### [INFORMATION]
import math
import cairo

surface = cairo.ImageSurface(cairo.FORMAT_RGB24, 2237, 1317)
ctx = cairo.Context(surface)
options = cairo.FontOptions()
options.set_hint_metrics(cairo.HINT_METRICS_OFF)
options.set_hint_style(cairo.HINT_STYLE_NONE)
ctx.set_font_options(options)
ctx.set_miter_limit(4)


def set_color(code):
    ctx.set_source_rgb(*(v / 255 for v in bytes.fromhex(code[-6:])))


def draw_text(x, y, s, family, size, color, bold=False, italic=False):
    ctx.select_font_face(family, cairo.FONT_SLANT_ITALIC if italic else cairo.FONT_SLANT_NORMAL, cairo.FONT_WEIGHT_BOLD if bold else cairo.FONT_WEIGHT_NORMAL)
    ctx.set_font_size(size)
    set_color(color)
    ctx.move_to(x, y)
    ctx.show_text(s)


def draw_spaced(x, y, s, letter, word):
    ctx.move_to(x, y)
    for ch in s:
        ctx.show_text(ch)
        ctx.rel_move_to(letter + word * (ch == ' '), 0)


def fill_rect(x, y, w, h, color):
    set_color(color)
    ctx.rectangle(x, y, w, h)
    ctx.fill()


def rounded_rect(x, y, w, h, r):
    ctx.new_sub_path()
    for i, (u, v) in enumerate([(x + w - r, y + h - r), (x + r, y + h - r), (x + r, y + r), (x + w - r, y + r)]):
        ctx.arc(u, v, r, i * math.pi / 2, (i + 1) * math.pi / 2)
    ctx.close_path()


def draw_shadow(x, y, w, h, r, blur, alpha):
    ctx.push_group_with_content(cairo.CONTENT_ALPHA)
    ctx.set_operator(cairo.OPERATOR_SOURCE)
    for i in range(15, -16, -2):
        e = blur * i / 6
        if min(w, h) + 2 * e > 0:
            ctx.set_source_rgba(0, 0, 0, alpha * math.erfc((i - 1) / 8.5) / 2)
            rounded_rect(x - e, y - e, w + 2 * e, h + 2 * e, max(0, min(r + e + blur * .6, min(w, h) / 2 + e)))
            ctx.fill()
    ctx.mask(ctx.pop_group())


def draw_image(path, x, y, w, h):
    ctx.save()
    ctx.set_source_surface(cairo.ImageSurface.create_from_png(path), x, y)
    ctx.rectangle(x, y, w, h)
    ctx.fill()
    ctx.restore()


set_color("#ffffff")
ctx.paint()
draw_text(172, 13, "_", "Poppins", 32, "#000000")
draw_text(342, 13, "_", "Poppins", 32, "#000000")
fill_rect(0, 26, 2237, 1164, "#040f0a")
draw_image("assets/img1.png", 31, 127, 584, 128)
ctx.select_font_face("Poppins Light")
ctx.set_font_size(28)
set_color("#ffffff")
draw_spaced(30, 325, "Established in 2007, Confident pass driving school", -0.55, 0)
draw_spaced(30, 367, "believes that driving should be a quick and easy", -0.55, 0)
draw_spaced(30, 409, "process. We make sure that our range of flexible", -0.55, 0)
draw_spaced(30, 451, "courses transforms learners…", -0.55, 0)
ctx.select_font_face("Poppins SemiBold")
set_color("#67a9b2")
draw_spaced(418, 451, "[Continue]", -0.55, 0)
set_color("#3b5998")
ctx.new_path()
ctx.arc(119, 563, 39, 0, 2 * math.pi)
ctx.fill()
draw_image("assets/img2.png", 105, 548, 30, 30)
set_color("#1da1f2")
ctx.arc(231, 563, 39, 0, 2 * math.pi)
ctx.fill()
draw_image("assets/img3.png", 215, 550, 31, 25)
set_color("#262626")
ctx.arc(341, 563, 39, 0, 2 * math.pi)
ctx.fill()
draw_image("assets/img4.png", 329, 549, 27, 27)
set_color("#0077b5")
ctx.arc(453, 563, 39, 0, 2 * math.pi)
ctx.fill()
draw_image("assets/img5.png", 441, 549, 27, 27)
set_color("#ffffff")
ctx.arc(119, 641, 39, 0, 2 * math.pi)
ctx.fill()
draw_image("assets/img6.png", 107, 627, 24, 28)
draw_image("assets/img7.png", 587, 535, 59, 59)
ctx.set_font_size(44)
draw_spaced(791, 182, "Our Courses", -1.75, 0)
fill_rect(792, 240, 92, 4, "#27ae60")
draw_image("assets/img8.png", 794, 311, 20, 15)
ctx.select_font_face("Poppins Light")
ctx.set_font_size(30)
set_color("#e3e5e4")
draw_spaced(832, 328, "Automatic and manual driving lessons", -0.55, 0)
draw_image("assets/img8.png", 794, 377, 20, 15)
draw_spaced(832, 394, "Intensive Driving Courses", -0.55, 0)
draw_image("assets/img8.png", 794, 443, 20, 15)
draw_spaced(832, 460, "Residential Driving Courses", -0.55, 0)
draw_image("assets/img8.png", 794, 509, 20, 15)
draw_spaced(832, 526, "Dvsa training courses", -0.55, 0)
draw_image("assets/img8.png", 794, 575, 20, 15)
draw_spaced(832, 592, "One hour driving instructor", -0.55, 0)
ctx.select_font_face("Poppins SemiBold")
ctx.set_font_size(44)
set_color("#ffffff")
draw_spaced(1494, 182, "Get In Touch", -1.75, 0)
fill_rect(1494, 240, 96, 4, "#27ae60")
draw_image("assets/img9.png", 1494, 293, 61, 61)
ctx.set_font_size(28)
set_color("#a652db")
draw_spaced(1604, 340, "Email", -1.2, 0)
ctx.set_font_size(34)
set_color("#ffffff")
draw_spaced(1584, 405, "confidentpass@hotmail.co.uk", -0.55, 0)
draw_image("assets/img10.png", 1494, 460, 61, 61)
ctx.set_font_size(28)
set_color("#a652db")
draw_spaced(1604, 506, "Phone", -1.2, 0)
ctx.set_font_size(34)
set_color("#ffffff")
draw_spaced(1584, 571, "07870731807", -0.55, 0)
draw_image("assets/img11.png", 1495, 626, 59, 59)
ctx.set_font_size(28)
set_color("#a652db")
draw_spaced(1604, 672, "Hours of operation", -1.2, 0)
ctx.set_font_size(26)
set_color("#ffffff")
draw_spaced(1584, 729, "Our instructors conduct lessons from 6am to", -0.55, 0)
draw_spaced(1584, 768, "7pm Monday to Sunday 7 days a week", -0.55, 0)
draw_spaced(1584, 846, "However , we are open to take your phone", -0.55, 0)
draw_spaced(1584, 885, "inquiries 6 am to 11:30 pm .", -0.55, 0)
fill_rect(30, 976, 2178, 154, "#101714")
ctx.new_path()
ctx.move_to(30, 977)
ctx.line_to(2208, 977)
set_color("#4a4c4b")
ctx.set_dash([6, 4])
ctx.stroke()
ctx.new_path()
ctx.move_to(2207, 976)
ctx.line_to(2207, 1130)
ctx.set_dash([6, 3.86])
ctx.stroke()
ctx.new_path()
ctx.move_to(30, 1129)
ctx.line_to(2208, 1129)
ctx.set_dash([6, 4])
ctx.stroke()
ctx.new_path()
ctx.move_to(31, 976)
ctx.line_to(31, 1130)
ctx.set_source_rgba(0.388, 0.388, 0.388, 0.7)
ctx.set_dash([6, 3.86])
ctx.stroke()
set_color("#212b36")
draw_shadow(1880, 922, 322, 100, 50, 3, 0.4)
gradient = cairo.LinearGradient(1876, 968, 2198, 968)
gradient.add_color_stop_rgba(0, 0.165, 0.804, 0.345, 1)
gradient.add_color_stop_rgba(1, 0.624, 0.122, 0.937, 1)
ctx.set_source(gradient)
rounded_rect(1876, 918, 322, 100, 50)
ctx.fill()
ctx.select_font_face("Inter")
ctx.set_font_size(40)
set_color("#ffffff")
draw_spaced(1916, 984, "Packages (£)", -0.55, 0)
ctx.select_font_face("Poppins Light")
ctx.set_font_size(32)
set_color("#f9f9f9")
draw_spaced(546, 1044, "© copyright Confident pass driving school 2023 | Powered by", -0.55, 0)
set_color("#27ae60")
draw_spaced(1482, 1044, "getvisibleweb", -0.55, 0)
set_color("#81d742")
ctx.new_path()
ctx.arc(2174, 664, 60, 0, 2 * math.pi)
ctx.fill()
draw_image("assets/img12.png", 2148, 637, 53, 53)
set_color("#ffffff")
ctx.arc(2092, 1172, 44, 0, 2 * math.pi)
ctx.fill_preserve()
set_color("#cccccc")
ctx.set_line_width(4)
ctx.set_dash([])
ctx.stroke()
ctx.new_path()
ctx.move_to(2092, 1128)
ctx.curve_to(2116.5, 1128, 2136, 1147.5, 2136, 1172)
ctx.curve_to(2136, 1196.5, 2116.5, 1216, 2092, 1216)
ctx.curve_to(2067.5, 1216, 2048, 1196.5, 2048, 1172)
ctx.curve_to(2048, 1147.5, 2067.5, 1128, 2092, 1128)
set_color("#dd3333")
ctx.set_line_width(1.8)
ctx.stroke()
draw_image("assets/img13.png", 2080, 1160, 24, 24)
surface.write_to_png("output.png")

* * *

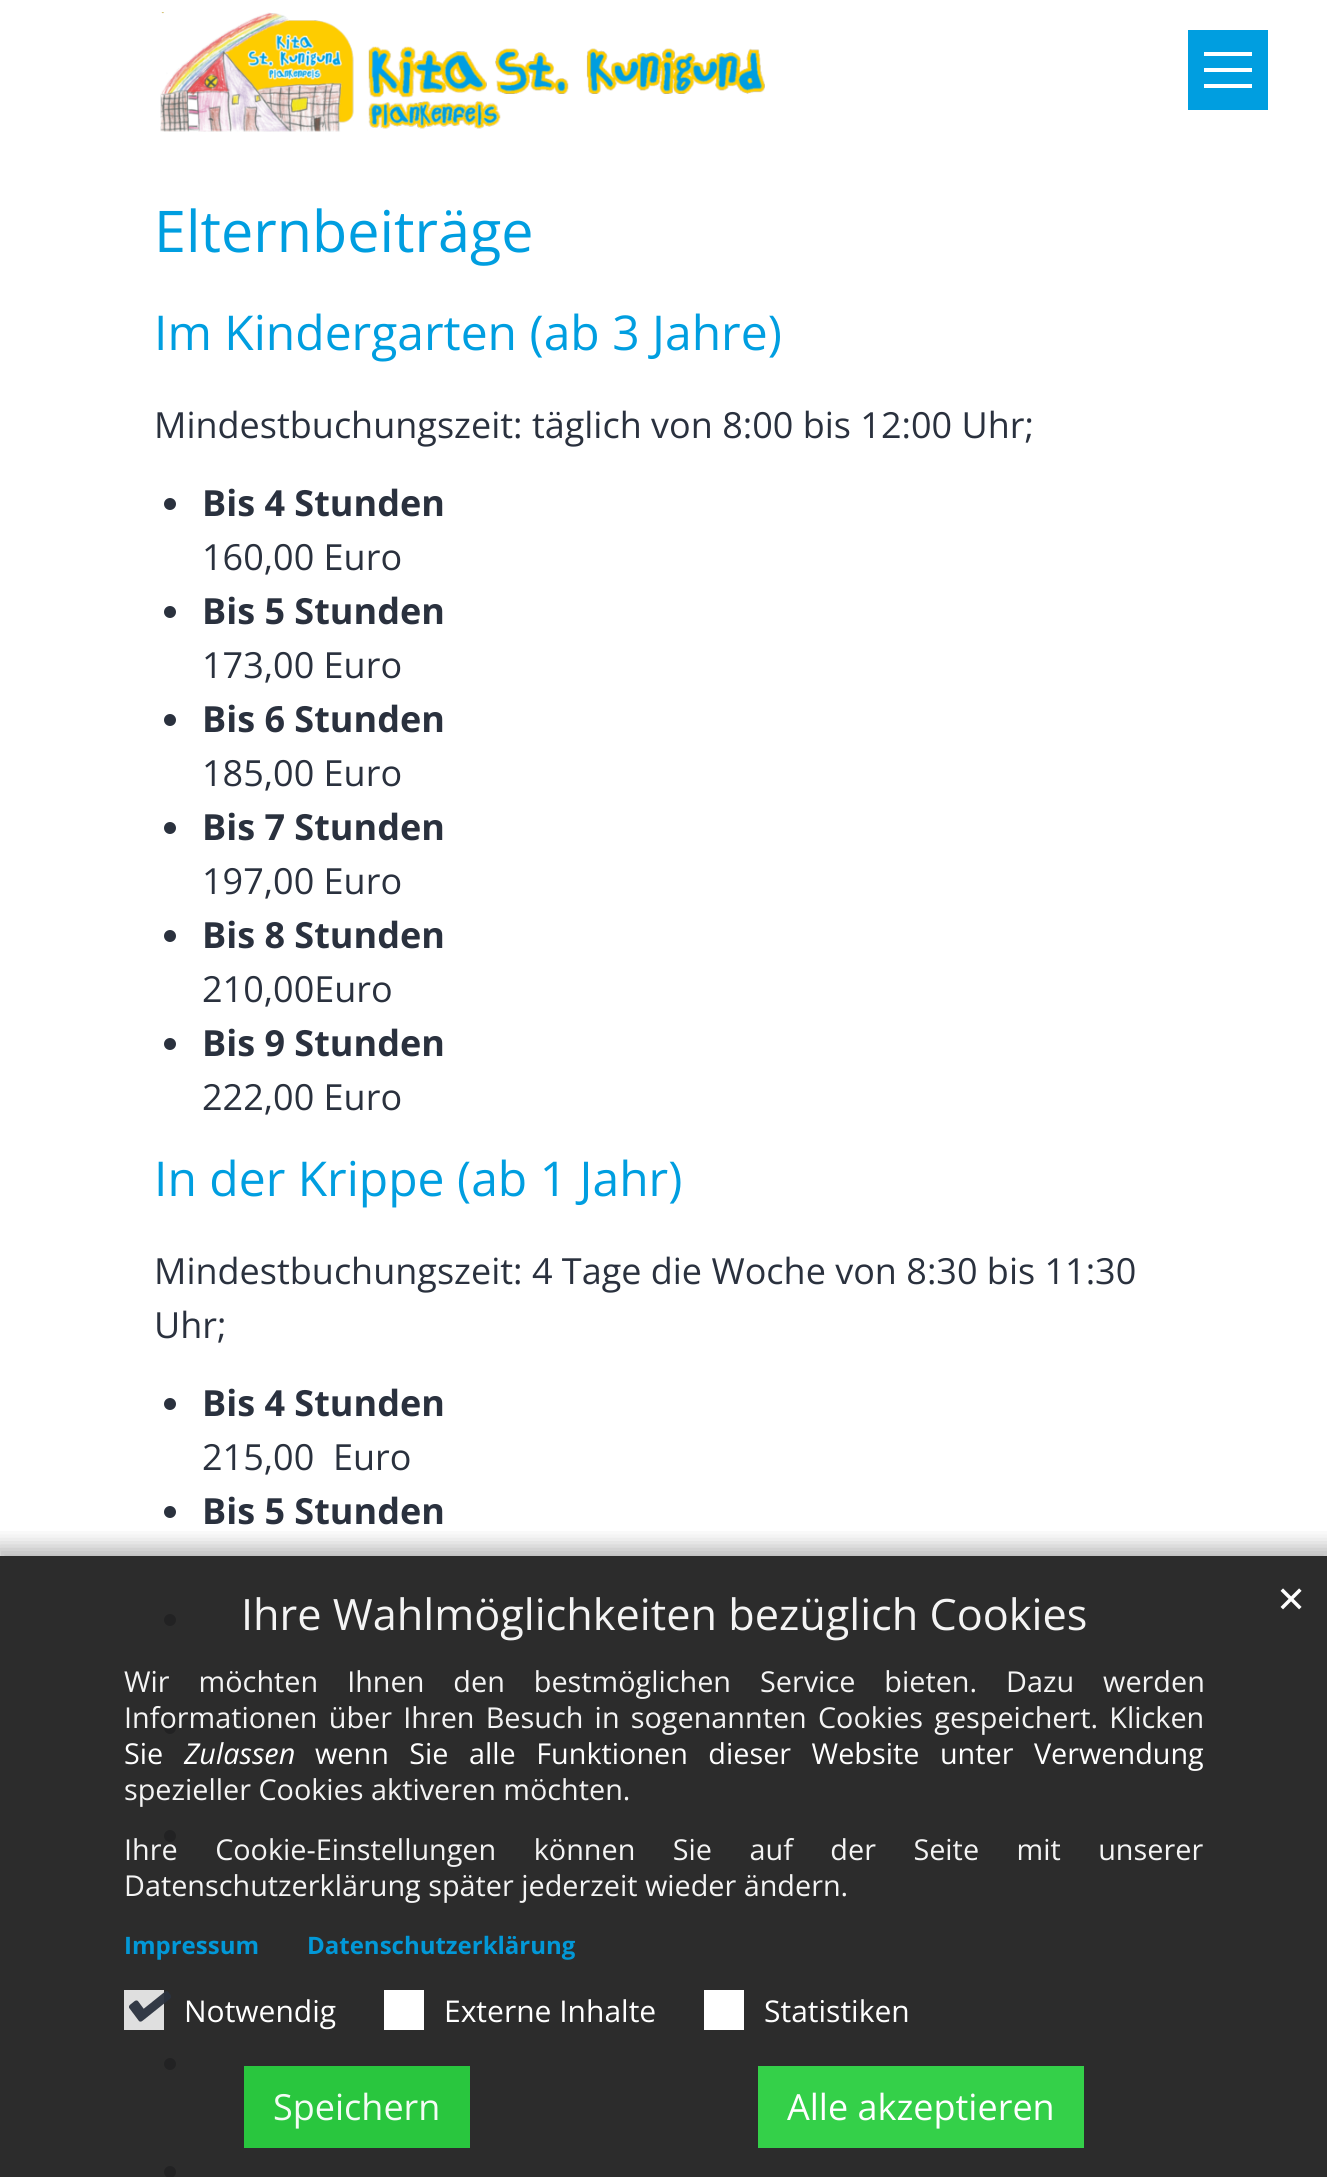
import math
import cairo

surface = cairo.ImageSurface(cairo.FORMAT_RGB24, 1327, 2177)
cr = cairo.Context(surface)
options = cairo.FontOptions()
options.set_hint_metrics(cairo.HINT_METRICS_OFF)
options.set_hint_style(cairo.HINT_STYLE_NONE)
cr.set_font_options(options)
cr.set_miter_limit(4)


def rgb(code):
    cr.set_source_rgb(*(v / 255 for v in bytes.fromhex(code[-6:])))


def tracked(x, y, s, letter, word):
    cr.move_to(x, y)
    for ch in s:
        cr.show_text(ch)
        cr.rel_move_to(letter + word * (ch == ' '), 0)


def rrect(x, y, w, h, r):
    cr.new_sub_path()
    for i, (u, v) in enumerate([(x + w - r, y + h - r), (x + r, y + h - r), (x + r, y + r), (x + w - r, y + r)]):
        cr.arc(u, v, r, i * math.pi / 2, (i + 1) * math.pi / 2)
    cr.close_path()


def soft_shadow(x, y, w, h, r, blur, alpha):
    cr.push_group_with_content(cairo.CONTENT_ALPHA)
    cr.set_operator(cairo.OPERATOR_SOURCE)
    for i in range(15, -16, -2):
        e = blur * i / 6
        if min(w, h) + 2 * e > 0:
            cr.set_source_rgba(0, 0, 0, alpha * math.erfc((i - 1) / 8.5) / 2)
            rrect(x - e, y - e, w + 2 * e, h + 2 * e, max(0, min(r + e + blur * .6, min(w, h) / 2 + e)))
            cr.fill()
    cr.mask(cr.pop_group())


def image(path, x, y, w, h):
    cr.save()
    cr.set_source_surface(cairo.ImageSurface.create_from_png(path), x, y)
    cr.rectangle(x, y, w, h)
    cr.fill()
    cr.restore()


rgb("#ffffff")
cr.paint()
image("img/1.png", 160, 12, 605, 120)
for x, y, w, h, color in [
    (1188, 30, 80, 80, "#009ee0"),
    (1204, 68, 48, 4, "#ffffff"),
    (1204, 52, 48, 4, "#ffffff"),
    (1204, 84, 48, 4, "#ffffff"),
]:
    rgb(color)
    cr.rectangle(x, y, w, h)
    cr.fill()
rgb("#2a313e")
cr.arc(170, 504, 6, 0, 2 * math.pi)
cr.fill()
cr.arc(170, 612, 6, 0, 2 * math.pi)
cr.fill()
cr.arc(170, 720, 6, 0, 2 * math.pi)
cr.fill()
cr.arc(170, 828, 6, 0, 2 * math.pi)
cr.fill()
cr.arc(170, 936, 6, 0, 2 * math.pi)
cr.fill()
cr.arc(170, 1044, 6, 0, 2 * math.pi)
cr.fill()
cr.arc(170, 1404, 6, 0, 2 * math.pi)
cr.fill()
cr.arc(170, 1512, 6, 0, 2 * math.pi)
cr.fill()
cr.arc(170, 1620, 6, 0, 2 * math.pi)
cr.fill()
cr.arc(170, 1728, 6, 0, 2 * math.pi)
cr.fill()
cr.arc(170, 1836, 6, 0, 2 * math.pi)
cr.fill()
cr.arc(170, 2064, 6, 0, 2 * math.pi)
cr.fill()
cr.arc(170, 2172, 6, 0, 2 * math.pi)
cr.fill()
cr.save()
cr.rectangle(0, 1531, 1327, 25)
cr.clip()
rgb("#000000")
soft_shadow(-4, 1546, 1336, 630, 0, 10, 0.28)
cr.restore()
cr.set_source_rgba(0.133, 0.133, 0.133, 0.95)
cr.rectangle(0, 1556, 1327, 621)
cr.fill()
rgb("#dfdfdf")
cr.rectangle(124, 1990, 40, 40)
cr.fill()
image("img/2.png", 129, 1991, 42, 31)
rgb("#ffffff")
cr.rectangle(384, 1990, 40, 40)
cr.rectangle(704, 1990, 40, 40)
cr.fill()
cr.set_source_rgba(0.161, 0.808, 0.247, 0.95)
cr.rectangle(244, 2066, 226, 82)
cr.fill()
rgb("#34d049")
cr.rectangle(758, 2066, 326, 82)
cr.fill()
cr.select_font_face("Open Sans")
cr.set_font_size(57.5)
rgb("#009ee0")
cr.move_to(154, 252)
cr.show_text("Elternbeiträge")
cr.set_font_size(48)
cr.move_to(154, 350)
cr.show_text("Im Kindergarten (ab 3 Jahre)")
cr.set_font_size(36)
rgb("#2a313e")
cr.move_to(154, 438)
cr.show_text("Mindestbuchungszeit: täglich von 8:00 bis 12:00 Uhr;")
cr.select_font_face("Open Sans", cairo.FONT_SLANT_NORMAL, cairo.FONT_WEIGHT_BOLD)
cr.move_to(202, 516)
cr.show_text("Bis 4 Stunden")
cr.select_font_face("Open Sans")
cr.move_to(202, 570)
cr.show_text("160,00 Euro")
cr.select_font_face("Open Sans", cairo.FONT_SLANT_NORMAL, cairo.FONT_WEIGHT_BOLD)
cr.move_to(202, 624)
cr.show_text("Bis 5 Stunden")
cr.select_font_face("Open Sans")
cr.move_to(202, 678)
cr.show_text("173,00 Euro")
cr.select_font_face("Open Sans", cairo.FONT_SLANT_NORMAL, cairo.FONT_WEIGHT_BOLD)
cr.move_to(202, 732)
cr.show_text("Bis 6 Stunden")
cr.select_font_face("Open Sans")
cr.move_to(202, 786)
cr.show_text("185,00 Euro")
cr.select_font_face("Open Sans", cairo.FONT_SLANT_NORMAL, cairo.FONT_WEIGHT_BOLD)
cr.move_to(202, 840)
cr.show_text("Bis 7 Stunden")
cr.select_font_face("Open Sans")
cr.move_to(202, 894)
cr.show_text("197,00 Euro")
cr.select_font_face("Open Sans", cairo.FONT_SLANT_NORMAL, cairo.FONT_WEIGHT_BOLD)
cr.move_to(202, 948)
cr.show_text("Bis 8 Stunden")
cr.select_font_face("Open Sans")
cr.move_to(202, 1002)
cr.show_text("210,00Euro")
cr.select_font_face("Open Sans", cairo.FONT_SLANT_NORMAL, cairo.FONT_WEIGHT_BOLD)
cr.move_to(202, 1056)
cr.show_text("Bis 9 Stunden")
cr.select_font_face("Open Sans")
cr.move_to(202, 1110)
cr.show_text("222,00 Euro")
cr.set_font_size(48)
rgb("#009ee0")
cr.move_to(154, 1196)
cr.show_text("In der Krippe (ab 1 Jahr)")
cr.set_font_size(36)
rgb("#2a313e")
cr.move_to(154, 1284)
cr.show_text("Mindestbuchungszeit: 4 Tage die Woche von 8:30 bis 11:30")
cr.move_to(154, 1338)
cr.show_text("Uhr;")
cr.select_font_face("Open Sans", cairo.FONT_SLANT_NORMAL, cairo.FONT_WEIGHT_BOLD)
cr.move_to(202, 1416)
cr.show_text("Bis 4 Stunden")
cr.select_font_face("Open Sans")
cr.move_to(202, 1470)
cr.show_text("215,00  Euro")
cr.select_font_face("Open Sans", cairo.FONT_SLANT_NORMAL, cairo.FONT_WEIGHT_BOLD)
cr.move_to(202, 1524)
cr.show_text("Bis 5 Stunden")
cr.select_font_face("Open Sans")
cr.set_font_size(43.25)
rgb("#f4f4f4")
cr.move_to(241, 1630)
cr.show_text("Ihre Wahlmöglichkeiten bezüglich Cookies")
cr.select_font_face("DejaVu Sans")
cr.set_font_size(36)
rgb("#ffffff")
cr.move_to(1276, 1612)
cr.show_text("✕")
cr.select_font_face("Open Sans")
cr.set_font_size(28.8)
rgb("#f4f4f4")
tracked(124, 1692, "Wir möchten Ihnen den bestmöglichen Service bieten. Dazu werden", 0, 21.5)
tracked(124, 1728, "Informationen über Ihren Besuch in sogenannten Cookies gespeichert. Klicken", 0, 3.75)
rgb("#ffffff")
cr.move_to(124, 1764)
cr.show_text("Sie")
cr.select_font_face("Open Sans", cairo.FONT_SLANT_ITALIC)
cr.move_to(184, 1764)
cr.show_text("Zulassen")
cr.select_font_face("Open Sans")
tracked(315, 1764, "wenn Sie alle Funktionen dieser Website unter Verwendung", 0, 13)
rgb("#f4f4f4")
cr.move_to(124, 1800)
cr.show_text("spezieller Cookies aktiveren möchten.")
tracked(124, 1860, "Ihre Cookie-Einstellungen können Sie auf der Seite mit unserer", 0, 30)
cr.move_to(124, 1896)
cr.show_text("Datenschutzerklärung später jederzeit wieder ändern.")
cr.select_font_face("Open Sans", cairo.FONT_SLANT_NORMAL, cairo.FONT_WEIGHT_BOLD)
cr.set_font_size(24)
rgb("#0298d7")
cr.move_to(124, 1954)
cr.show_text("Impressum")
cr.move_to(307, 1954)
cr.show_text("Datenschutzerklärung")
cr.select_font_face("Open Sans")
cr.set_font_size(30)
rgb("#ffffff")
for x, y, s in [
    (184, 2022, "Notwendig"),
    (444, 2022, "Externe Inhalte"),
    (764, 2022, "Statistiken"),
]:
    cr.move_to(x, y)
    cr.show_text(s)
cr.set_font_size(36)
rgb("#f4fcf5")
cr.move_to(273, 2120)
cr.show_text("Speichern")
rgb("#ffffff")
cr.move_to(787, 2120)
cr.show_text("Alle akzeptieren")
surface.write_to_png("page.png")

### [YOUR TASK]
If a line of the records includes the string "word", copy it out.

### [EXERCISE OUTPUT]
def draw_spaced(x, y, s, letter, word):
        ctx.rel_move_to(letter + word * (ch == ' '), 0)
def tracked(x, y, s, letter, word):
        cr.rel_move_to(letter + word * (ch == ' '), 0)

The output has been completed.